───── Records supplied ─────

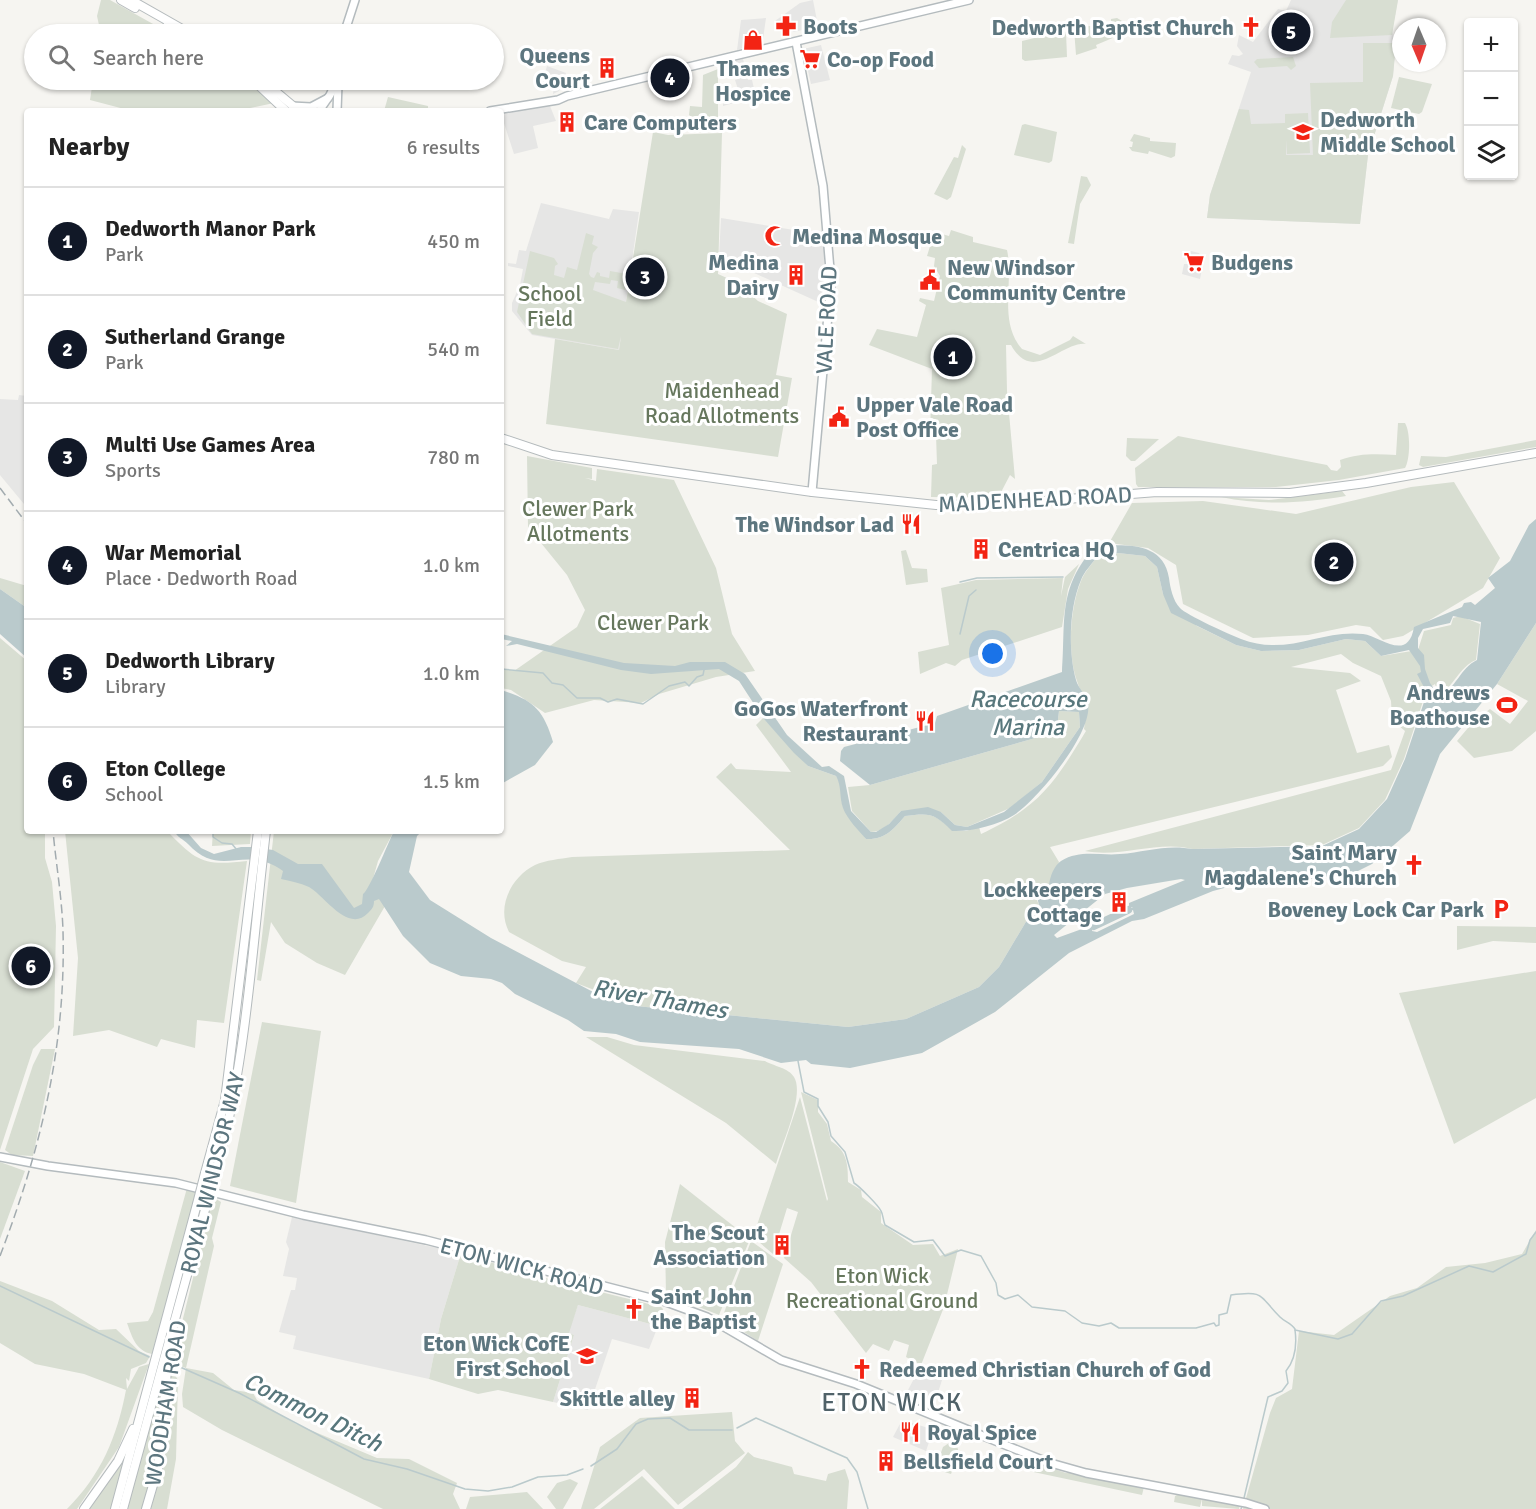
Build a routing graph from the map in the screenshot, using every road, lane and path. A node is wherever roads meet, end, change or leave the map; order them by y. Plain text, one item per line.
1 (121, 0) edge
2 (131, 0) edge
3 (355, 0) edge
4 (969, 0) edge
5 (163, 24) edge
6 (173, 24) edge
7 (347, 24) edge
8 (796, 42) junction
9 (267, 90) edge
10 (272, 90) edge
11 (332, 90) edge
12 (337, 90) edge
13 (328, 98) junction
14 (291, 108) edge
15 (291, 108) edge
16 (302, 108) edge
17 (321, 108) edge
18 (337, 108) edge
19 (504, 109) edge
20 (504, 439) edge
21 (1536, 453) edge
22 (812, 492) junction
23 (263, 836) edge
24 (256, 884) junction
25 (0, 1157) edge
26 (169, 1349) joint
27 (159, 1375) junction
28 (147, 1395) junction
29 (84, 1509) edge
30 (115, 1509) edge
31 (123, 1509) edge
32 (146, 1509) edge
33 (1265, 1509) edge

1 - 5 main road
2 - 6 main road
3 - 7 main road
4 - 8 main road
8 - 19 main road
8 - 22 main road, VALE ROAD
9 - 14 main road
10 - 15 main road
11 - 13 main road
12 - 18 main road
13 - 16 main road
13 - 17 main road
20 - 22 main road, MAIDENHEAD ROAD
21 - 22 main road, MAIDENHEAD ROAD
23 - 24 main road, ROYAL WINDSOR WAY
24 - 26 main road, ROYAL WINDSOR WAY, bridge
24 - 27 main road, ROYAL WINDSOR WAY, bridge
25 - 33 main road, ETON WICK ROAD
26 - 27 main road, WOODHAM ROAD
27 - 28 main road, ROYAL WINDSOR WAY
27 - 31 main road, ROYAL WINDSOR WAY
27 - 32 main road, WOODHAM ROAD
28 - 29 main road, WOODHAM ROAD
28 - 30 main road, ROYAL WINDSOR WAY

─────

■ Exercise brief ■
The result is a copy of every line above where the word "WOODHAM" shows up.

■ Expected answer ■
26 - 27 main road, WOODHAM ROAD
27 - 32 main road, WOODHAM ROAD
28 - 29 main road, WOODHAM ROAD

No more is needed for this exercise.